Markets are sending signals in other sectors, too. Gold closed at a new record-high of $2178/oz on Friday after trading above $2200/oz briefly. Gold has been going ballistic since the Friday before last, posting gains even on days where 2-year Treasury yields have risen. Gold bugs are buying as real yields fall from the October highs and inflation breakevens creep higher. This is particularly interesting as gold ETFs have been recording net outflows; suggesting that price gains aren’t being driven by a retail pile-in. Are gold buyers now betting on a stagflationary outcome where the Fed cuts without inflation being anchored at the 2% target? The price action around the US CPI release tomorrow ought to be illuminating.

Leaving the day-to-day movements to one side, we are also seeing further signs of structural change at the macro level. The UK budget last week included a provision for the creation of a British ISA. That is, an Individual Savings Account that provides tax breaks to savers who invest their money in the stock of British companies. This follows moves last year to encourage pension funds to head up the risk curve by allocating 5% of their capital to unlisted investments.

As a Hail Mary option for a government cruising toward an electoral drubbing it’s a curious choice, but it’s worth highlighting as cash-strapped governments increasingly see private savings pools as a funding solution for their spending priorities.
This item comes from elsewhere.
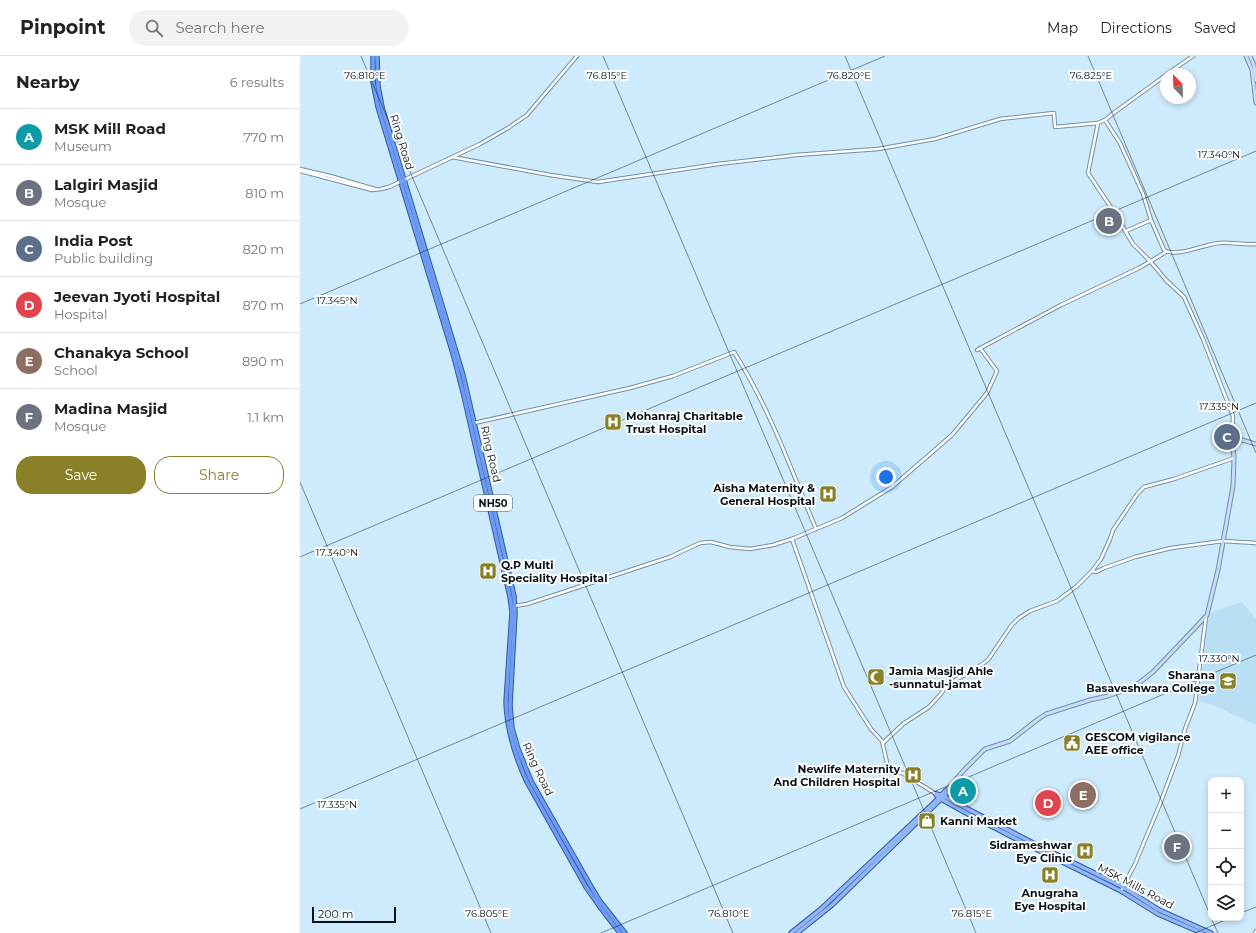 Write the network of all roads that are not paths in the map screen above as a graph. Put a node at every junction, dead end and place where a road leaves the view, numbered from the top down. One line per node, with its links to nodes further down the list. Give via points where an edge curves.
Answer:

Of course, the UK is not alone in making creeping moves towards financial repression. In contrast to announcements today of increased trade liberalisation, Australian Treasurer Jim Chalmers has in the recent past flagged his interest in tapping private pension savings to fund state spending priorities, including defence, public housing and renewable energy projects. Both the UK and Australia appear intent on finding ways to open up the lungs of their economies, but government wants more say in directing private capital flows for state goals.

So, how far is the blurring of the lines between free markets and state planning likely to go? Given the immense and varied budgetary (and security) pressures that governments are facing, could we see a re-up of WWII-era Victory bonds, where private investors are encouraged to do their patriotic duty by directly financing government at negative real rates?

That would really light a fire under the gold market.